Dataset records =

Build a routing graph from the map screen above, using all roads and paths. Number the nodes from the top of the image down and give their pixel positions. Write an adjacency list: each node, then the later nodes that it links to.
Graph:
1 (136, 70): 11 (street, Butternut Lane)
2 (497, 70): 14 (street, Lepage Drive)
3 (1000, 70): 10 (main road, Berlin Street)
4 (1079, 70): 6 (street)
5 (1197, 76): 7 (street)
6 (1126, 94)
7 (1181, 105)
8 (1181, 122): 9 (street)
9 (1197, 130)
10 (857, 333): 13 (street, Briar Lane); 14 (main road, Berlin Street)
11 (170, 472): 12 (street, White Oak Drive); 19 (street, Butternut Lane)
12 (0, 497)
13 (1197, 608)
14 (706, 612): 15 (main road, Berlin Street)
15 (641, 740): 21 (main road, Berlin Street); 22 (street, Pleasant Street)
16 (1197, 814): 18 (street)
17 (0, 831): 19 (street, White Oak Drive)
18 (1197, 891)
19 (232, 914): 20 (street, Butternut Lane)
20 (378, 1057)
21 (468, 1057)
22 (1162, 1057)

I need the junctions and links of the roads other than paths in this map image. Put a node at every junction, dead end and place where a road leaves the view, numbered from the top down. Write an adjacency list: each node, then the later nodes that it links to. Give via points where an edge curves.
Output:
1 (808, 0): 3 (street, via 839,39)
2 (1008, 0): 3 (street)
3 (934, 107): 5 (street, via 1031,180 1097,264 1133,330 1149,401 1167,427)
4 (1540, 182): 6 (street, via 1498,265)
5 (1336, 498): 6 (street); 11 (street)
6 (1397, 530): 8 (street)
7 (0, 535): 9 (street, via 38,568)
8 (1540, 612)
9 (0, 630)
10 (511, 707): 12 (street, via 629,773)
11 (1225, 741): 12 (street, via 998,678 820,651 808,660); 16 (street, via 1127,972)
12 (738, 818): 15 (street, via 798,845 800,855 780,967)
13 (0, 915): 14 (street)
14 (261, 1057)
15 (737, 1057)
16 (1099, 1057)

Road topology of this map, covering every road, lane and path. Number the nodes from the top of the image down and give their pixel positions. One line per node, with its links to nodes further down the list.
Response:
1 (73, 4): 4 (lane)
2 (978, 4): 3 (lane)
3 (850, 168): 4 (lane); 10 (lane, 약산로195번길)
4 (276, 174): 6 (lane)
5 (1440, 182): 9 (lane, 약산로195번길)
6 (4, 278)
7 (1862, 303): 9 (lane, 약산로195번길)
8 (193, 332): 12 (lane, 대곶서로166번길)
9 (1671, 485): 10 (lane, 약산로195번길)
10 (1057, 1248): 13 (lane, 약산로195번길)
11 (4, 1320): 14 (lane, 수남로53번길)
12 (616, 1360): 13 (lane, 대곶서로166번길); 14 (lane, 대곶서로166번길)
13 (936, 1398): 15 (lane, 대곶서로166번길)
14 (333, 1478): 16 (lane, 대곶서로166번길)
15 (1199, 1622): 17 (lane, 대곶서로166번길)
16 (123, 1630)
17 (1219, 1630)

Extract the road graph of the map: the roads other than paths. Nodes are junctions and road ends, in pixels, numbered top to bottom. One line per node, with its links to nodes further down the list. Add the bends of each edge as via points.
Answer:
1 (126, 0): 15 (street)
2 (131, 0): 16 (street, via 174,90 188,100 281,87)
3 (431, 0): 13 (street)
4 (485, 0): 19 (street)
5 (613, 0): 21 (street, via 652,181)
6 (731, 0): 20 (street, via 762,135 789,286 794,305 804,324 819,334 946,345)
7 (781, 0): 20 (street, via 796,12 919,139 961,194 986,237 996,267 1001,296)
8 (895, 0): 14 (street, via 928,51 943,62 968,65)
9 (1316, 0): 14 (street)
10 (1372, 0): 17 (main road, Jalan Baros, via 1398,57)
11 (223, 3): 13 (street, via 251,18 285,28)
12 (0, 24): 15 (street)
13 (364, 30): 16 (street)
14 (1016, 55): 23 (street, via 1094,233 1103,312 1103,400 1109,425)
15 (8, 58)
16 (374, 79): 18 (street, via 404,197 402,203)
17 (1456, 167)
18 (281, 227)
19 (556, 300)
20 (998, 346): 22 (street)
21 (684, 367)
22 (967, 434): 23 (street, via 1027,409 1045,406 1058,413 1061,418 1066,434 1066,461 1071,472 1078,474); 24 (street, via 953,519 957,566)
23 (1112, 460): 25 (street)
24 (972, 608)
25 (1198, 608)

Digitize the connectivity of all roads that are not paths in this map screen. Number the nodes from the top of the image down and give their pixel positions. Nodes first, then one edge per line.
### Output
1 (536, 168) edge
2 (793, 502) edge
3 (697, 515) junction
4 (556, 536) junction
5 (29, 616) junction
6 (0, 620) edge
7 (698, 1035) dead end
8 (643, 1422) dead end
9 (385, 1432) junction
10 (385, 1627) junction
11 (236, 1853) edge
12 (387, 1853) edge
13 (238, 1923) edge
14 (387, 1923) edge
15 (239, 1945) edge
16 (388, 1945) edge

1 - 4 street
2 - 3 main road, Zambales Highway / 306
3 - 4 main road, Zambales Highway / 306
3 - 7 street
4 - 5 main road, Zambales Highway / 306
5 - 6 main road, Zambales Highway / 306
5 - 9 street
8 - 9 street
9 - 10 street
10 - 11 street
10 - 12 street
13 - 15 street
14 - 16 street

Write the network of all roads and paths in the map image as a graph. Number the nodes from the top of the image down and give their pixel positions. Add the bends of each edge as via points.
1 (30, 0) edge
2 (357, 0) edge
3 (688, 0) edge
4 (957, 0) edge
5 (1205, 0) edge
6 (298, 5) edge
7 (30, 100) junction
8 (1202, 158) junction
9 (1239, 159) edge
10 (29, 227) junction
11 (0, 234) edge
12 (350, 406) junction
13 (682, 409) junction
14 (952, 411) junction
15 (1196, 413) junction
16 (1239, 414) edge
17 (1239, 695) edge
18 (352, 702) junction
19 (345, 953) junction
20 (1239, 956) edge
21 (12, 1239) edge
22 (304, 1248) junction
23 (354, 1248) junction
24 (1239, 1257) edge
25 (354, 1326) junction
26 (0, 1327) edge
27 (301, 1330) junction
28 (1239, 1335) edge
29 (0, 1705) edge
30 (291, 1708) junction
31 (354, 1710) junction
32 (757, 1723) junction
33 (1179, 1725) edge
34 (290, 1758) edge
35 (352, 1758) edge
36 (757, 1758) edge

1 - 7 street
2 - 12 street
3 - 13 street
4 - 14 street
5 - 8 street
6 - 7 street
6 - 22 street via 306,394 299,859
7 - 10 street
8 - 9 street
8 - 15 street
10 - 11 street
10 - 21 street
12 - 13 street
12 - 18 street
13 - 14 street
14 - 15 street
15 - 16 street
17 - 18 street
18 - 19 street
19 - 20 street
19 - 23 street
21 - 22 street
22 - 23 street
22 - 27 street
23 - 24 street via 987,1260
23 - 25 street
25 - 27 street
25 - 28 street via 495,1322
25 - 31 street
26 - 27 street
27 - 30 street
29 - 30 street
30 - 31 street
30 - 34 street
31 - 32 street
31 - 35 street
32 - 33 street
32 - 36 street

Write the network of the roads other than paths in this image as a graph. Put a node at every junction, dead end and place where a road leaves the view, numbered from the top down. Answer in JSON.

How to complete this task = Start at the first line and transcribe the data exactly through the last.

Result =
Build a routing graph from the map screen above, using all roads and paths. Number the nodes from the top of the image down and give their pixel positions. Write an adjacency list: each node, then the later nodes that it links to.
Graph:
1 (136, 70): 11 (street, Butternut Lane)
2 (497, 70): 14 (street, Lepage Drive)
3 (1000, 70): 10 (main road, Berlin Street)
4 (1079, 70): 6 (street)
5 (1197, 76): 7 (street)
6 (1126, 94)
7 (1181, 105)
8 (1181, 122): 9 (street)
9 (1197, 130)
10 (857, 333): 13 (street, Briar Lane); 14 (main road, Berlin Street)
11 (170, 472): 12 (street, White Oak Drive); 19 (street, Butternut Lane)
12 (0, 497)
13 (1197, 608)
14 (706, 612): 15 (main road, Berlin Street)
15 (641, 740): 21 (main road, Berlin Street); 22 (street, Pleasant Street)
16 (1197, 814): 18 (street)
17 (0, 831): 19 (street, White Oak Drive)
18 (1197, 891)
19 (232, 914): 20 (street, Butternut Lane)
20 (378, 1057)
21 (468, 1057)
22 (1162, 1057)

I need the junctions and links of the roads other than paths in this map image. Put a node at every junction, dead end and place where a road leaves the view, numbered from the top down. Write an adjacency list: each node, then the later nodes that it links to. Give via points where an edge curves.
Output:
1 (808, 0): 3 (street, via 839,39)
2 (1008, 0): 3 (street)
3 (934, 107): 5 (street, via 1031,180 1097,264 1133,330 1149,401 1167,427)
4 (1540, 182): 6 (street, via 1498,265)
5 (1336, 498): 6 (street); 11 (street)
6 (1397, 530): 8 (street)
7 (0, 535): 9 (street, via 38,568)
8 (1540, 612)
9 (0, 630)
10 (511, 707): 12 (street, via 629,773)
11 (1225, 741): 12 (street, via 998,678 820,651 808,660); 16 (street, via 1127,972)
12 (738, 818): 15 (street, via 798,845 800,855 780,967)
13 (0, 915): 14 (street)
14 (261, 1057)
15 (737, 1057)
16 (1099, 1057)

Road topology of this map, covering every road, lane and path. Number the nodes from the top of the image down and give their pixel positions. One line per node, with its links to nodes further down the list.
Response:
1 (73, 4): 4 (lane)
2 (978, 4): 3 (lane)
3 (850, 168): 4 (lane); 10 (lane, 약산로195번길)
4 (276, 174): 6 (lane)
5 (1440, 182): 9 (lane, 약산로195번길)
6 (4, 278)
7 (1862, 303): 9 (lane, 약산로195번길)
8 (193, 332): 12 (lane, 대곶서로166번길)
9 (1671, 485): 10 (lane, 약산로195번길)
10 (1057, 1248): 13 (lane, 약산로195번길)
11 (4, 1320): 14 (lane, 수남로53번길)
12 (616, 1360): 13 (lane, 대곶서로166번길); 14 (lane, 대곶서로166번길)
13 (936, 1398): 15 (lane, 대곶서로166번길)
14 (333, 1478): 16 (lane, 대곶서로166번길)
15 (1199, 1622): 17 (lane, 대곶서로166번길)
16 (123, 1630)
17 (1219, 1630)

Extract the road graph of the map: the roads other than paths. Nodes are junctions and road ends, in pixels, numbered top to bottom. One line per node, with its links to nodes further down the list. Add the bends of each edge as via points.
Answer:
1 (126, 0): 15 (street)
2 (131, 0): 16 (street, via 174,90 188,100 281,87)
3 (431, 0): 13 (street)
4 (485, 0): 19 (street)
5 (613, 0): 21 (street, via 652,181)
6 (731, 0): 20 (street, via 762,135 789,286 794,305 804,324 819,334 946,345)
7 (781, 0): 20 (street, via 796,12 919,139 961,194 986,237 996,267 1001,296)
8 (895, 0): 14 (street, via 928,51 943,62 968,65)
9 (1316, 0): 14 (street)
10 (1372, 0): 17 (main road, Jalan Baros, via 1398,57)
11 (223, 3): 13 (street, via 251,18 285,28)
12 (0, 24): 15 (street)
13 (364, 30): 16 (street)
14 (1016, 55): 23 (street, via 1094,233 1103,312 1103,400 1109,425)
15 (8, 58)
16 (374, 79): 18 (street, via 404,197 402,203)
17 (1456, 167)
18 (281, 227)
19 (556, 300)
20 (998, 346): 22 (street)
21 (684, 367)
22 (967, 434): 23 (street, via 1027,409 1045,406 1058,413 1061,418 1066,434 1066,461 1071,472 1078,474); 24 (street, via 953,519 957,566)
23 (1112, 460): 25 (street)
24 (972, 608)
25 (1198, 608)

Digitize the connectivity of all roads that are not paths in this map screen. Number the nodes from the top of the image down and give their pixel positions. Nodes first, then one edge per line.
### Output
1 (536, 168) edge
2 (793, 502) edge
3 (697, 515) junction
4 (556, 536) junction
5 (29, 616) junction
6 (0, 620) edge
7 (698, 1035) dead end
8 (643, 1422) dead end
9 (385, 1432) junction
10 (385, 1627) junction
11 (236, 1853) edge
12 (387, 1853) edge
13 (238, 1923) edge
14 (387, 1923) edge
15 (239, 1945) edge
16 (388, 1945) edge

1 - 4 street
2 - 3 main road, Zambales Highway / 306
3 - 4 main road, Zambales Highway / 306
3 - 7 street
4 - 5 main road, Zambales Highway / 306
5 - 6 main road, Zambales Highway / 306
5 - 9 street
8 - 9 street
9 - 10 street
10 - 11 street
10 - 12 street
13 - 15 street
14 - 16 street

Write the network of all roads and paths in the map image as a graph. Number the nodes from the top of the image down and give their pixel positions. Add the bends of each edge as via points.
1 (30, 0) edge
2 (357, 0) edge
3 (688, 0) edge
4 (957, 0) edge
5 (1205, 0) edge
6 (298, 5) edge
7 (30, 100) junction
8 (1202, 158) junction
9 (1239, 159) edge
10 (29, 227) junction
11 (0, 234) edge
12 (350, 406) junction
13 (682, 409) junction
14 (952, 411) junction
15 (1196, 413) junction
16 (1239, 414) edge
17 (1239, 695) edge
18 (352, 702) junction
19 (345, 953) junction
20 (1239, 956) edge
21 (12, 1239) edge
22 (304, 1248) junction
23 (354, 1248) junction
24 (1239, 1257) edge
25 (354, 1326) junction
26 (0, 1327) edge
27 (301, 1330) junction
28 (1239, 1335) edge
29 (0, 1705) edge
30 (291, 1708) junction
31 (354, 1710) junction
32 (757, 1723) junction
33 (1179, 1725) edge
34 (290, 1758) edge
35 (352, 1758) edge
36 (757, 1758) edge

1 - 7 street
2 - 12 street
3 - 13 street
4 - 14 street
5 - 8 street
6 - 7 street
6 - 22 street via 306,394 299,859
7 - 10 street
8 - 9 street
8 - 15 street
10 - 11 street
10 - 21 street
12 - 13 street
12 - 18 street
13 - 14 street
14 - 15 street
15 - 16 street
17 - 18 street
18 - 19 street
19 - 20 street
19 - 23 street
21 - 22 street
22 - 23 street
22 - 27 street
23 - 24 street via 987,1260
23 - 25 street
25 - 27 street
25 - 28 street via 495,1322
25 - 31 street
26 - 27 street
27 - 30 street
29 - 30 street
30 - 31 street
30 - 34 street
31 - 32 street
31 - 35 street
32 - 33 street
32 - 36 street

Write the network of the roads other than paths in this image as a graph. Put a node at every junction, dead end and place where a road leaves the view, numbered from the top down. Answer in JSON.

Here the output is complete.